Re: UTF-8 'BOM'

From: Andrew C. West (andrewcwest@alumni.princeton.edu)
Date: Thu Jan 20 2005 - 12:38:05 CST

Next message: Antoine Leca: "Re: Subject: Re: 32'nd bit & UTF-8"

Previous message: Rick McGowan: "Re: Subject: Re: 32'nd bit & UTF-8"
Maybe in reply to: Marcin 'Qrczak' Kowalczyk: "Re: UTF-8 'BOM'"
Next in thread: Hans Aberg: "Re: UTF-8 'BOM'"
Reply: Hans Aberg: "Re: UTF-8 'BOM'"
Messages sorted by: [ date ] [ thread ] [ subject ] [ author ] [ attachment ]
Mail actions: [ respond to this message ] [ mail a new topic ]

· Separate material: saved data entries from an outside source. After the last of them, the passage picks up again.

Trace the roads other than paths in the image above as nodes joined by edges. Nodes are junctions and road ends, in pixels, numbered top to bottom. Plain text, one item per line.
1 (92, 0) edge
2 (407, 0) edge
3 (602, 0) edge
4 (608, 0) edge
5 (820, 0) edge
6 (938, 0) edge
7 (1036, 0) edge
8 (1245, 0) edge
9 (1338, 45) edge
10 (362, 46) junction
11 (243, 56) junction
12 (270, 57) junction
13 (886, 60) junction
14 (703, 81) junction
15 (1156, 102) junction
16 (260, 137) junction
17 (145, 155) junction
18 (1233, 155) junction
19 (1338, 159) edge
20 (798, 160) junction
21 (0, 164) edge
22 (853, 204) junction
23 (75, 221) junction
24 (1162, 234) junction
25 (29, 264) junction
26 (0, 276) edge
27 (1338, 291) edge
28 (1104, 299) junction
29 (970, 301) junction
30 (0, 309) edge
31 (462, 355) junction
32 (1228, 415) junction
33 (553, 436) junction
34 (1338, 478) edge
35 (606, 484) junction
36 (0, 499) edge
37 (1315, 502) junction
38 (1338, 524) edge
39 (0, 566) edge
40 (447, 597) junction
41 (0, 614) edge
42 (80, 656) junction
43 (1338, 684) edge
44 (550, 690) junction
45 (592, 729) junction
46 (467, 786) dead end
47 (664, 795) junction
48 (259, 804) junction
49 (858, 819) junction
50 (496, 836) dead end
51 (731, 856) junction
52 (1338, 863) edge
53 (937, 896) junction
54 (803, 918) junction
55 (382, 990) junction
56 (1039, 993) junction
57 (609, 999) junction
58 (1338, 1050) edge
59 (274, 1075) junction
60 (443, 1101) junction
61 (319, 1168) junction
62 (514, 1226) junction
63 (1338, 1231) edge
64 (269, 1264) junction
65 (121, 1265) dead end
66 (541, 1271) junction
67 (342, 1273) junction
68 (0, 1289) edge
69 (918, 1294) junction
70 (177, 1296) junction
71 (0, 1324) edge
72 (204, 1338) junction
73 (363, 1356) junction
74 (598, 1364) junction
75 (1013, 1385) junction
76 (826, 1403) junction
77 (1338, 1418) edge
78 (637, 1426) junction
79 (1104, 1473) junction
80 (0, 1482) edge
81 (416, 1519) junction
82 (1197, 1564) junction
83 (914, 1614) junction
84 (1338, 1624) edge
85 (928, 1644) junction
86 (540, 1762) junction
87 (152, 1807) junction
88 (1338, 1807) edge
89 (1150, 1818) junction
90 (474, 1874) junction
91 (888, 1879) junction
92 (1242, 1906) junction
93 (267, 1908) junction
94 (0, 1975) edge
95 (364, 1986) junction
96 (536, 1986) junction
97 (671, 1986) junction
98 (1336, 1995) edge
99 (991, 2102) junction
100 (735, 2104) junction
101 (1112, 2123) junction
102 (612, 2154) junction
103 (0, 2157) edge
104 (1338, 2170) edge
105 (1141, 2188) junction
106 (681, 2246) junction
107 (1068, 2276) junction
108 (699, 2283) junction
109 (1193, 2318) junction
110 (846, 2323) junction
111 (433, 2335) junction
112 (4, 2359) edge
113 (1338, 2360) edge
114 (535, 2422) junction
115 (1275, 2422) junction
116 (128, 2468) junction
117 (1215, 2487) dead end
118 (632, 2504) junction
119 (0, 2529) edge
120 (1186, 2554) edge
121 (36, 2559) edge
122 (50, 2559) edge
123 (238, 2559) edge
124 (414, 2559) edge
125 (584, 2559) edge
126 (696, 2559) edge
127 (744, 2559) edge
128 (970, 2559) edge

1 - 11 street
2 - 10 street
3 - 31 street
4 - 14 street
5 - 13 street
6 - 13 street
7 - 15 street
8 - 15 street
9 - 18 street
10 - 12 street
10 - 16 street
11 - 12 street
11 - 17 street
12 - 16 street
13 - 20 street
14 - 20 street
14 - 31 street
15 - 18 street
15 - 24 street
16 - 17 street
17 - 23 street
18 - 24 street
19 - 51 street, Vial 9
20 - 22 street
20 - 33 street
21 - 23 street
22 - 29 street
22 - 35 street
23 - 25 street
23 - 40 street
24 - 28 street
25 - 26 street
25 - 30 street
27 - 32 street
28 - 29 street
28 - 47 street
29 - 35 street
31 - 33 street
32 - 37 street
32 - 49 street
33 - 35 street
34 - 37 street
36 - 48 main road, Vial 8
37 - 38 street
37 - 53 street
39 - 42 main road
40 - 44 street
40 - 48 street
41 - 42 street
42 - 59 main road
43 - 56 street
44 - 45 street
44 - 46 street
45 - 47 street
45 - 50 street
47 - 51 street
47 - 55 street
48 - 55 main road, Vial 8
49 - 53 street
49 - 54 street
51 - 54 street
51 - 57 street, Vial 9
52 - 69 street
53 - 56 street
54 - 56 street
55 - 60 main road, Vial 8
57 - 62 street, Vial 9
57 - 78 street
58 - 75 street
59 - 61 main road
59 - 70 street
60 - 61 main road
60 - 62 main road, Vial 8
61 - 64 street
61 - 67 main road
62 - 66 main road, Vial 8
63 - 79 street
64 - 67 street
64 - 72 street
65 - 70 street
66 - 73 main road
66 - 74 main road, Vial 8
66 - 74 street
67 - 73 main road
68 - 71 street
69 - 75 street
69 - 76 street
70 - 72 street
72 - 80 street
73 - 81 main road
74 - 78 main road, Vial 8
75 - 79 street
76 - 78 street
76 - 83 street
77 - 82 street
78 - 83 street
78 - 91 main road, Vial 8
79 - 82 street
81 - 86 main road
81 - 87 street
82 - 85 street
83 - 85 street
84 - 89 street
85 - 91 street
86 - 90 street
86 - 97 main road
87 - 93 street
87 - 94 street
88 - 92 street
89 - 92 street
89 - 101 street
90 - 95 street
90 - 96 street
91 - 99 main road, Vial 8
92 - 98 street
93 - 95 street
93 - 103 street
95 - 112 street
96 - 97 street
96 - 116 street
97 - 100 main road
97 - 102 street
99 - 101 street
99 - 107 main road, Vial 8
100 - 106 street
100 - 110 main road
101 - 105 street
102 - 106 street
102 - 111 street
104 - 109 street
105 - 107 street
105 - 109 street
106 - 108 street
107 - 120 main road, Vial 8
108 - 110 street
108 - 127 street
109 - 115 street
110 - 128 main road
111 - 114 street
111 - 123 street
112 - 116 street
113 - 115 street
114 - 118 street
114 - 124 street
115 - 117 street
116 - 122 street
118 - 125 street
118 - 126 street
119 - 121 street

On Thu, 20 Jan 2005 19:16:30 +0100, Hans Aberg wrote:
>
> On 2005/01/20 14:14, Christopher Fynn at cfynn@gmx.net wrote:
>
> > Hans Aberg wrote:
> >
> >
> >> It is much better if the BOM is illegal in UTF-8. It does not prevent MS to
> >> use it, instead labelling it as a file format marker for MS text files. A
> >> program that then deals with MS text files must then know about the BOM and
> >> remove it when and if appropriate. At the same time, it does not cause any
> >> problems for programs that normally do not handle MS text files but only
> >> plain text: They are fine as they are. Everyone should be able to be happy.
> >
> > Since BOM is a valid Unicode & ISO 110646 character and UTF-8 is a
> > transformation format of Unicode & 10646, if BOM were illegal in UTF-8
> > it couldn't be used for *all* Unicode characters.
>
> The BOM in UTF-8 is not the 0xFEFF UTF-8 encoded number, but 0xFEFF
> appearing as though in UTF-16. 0xFEFF is Unicode number, and could be still
> translated into UTF-8. So the BOM in UTF-8 is a really strange animal.
>

The BOM generated by Notepad and other Windows applications at the start of
UTF-8 files is 0xEF 0xBB 0xBF, which is the UTF-8 transformation of the the
valid Unicode character U+FEFF, and so no process that claims to process UTF-8
files should have any problem. If you do get 0xFEFF at the start of (or anywhere
in) a UTF-8 file, then that IS very wrong ... but I've never seen such an animal.

Andrew

Next message: Antoine Leca: "Re: Subject: Re: 32'nd bit & UTF-8"
Previous message: Rick McGowan: "Re: Subject: Re: 32'nd bit & UTF-8"
Maybe in reply to: Marcin 'Qrczak' Kowalczyk: "Re: UTF-8 'BOM'"
Next in thread: Hans Aberg: "Re: UTF-8 'BOM'"
Reply: Hans Aberg: "Re: UTF-8 'BOM'"
Messages sorted by: [ date ] [ thread ] [ subject ] [ author ] [ attachment ]
Mail actions: [ respond to this message ] [ mail a new topic ]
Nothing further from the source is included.